• **PROBLEM DETAILS**
Show every line below where "edges" can be found.

Top of WORKING DATA

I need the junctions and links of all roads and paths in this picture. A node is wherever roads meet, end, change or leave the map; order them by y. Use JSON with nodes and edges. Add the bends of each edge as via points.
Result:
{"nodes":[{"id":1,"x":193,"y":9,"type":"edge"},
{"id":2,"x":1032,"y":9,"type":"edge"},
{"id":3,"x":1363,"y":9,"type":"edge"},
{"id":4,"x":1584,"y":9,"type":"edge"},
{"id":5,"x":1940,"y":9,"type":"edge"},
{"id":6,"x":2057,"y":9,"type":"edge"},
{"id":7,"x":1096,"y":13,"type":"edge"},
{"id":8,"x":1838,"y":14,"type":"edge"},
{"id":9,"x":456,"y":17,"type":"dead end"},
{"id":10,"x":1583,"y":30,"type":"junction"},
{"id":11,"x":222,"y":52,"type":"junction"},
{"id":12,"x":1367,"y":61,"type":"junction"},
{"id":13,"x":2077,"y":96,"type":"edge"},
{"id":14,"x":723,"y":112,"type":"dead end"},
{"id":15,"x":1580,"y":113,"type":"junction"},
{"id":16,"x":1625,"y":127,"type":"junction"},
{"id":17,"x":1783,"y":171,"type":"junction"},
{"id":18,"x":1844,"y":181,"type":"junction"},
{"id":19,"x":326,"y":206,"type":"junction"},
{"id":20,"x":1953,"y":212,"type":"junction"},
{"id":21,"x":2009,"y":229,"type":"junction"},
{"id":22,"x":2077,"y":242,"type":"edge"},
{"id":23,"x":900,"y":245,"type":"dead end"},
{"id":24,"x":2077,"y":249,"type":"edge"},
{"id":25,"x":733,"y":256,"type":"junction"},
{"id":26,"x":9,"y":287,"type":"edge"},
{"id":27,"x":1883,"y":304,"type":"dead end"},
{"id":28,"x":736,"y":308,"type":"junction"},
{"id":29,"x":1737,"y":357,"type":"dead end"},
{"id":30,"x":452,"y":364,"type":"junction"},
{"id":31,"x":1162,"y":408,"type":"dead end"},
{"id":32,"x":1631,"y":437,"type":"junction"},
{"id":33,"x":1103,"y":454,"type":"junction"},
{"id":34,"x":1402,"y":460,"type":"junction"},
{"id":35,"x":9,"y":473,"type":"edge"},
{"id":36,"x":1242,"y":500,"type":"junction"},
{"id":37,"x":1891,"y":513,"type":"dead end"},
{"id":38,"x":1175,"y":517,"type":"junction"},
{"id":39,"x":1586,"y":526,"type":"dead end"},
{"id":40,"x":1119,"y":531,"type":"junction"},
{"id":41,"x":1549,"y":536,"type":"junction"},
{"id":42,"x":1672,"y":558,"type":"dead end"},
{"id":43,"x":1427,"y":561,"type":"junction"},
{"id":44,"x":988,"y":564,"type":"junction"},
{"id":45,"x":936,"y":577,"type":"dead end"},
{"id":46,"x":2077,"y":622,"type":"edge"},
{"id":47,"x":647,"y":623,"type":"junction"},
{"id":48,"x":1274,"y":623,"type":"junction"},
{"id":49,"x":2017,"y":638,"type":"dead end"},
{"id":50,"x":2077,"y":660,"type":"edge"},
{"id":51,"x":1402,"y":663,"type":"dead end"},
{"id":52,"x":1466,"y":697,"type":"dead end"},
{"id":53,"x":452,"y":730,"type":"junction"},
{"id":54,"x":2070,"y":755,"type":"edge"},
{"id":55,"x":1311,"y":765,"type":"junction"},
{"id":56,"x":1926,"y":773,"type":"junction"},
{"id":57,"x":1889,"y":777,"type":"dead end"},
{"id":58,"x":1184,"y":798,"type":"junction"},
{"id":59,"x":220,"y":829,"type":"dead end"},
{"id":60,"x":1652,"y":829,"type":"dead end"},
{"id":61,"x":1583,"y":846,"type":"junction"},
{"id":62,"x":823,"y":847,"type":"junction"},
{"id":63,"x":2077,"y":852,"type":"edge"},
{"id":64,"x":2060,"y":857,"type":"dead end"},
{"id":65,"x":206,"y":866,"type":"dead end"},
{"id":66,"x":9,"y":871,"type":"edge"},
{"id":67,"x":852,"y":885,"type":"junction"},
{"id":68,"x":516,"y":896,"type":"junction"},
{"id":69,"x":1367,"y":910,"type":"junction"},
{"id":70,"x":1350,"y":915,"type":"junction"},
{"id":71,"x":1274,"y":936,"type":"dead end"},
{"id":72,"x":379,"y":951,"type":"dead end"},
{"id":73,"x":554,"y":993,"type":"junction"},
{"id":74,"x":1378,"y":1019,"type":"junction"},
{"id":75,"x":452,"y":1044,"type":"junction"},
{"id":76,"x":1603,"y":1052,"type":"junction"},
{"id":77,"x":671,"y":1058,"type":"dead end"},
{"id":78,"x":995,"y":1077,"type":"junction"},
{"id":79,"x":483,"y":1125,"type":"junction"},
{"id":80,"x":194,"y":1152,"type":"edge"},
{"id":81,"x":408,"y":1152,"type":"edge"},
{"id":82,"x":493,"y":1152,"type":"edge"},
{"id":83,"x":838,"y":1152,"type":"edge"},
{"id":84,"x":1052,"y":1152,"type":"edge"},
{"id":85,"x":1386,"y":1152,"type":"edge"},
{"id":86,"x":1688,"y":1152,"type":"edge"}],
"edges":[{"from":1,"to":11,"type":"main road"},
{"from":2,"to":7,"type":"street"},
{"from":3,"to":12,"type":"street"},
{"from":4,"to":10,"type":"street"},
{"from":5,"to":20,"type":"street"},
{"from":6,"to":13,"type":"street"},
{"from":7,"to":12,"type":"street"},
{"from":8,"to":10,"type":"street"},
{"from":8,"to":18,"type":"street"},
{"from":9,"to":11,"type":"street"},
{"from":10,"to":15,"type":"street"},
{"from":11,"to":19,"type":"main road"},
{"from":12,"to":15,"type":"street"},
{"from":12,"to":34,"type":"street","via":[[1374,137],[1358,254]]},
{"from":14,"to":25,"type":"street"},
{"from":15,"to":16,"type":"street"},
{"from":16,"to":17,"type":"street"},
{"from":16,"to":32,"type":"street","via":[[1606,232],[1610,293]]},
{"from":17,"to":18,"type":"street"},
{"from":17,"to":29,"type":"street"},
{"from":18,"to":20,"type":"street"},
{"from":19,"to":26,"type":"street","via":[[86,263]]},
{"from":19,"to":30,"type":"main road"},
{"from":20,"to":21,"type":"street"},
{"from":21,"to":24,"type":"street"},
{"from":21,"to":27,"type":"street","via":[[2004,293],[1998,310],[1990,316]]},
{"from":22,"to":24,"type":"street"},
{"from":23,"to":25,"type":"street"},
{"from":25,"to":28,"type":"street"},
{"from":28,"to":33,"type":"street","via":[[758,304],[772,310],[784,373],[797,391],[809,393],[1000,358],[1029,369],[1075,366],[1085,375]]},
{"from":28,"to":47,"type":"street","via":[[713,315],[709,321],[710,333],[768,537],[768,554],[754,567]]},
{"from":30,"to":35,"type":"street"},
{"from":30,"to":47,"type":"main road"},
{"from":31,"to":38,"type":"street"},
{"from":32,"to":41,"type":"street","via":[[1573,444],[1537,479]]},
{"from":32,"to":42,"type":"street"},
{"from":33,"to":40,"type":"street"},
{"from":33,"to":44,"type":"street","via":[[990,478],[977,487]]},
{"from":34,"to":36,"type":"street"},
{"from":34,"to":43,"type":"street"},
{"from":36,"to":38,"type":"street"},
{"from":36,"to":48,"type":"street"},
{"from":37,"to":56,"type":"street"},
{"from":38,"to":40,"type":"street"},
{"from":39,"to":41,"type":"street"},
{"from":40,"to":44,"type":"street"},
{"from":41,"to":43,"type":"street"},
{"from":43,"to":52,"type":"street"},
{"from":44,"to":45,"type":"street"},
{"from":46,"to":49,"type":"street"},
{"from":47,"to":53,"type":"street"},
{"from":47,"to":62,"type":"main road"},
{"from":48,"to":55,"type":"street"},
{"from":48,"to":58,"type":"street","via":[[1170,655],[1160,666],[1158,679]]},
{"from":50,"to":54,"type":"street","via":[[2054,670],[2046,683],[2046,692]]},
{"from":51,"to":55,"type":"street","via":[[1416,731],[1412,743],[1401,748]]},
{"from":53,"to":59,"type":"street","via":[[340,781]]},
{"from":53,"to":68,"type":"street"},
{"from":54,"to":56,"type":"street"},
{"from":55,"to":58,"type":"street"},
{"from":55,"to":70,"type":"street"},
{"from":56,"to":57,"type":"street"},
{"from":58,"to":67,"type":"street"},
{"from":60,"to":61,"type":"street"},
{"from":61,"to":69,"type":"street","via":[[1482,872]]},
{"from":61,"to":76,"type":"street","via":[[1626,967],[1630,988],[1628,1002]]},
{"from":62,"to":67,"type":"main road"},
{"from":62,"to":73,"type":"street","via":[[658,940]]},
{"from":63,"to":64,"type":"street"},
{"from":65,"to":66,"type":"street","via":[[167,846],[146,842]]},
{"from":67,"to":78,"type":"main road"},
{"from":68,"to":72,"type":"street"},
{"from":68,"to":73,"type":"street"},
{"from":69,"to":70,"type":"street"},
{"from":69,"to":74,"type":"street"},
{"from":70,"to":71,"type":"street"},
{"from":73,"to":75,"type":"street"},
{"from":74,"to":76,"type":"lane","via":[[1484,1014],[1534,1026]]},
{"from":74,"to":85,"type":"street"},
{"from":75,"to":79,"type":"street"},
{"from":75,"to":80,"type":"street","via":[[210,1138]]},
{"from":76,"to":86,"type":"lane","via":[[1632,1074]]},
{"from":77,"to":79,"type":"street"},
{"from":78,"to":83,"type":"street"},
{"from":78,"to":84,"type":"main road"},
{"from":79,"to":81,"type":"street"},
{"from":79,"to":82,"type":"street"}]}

Bottom of WORKING DATA

• **REPLY**
I need the junctions and links of all roads and paths in this picture. A node is wherever roads meet, end, change or leave the map; order them by y. Use JSON with nodes and edges. Add the bends of each edge as via points.
"edges":[{"from":1,"to":11,"type":"main road"},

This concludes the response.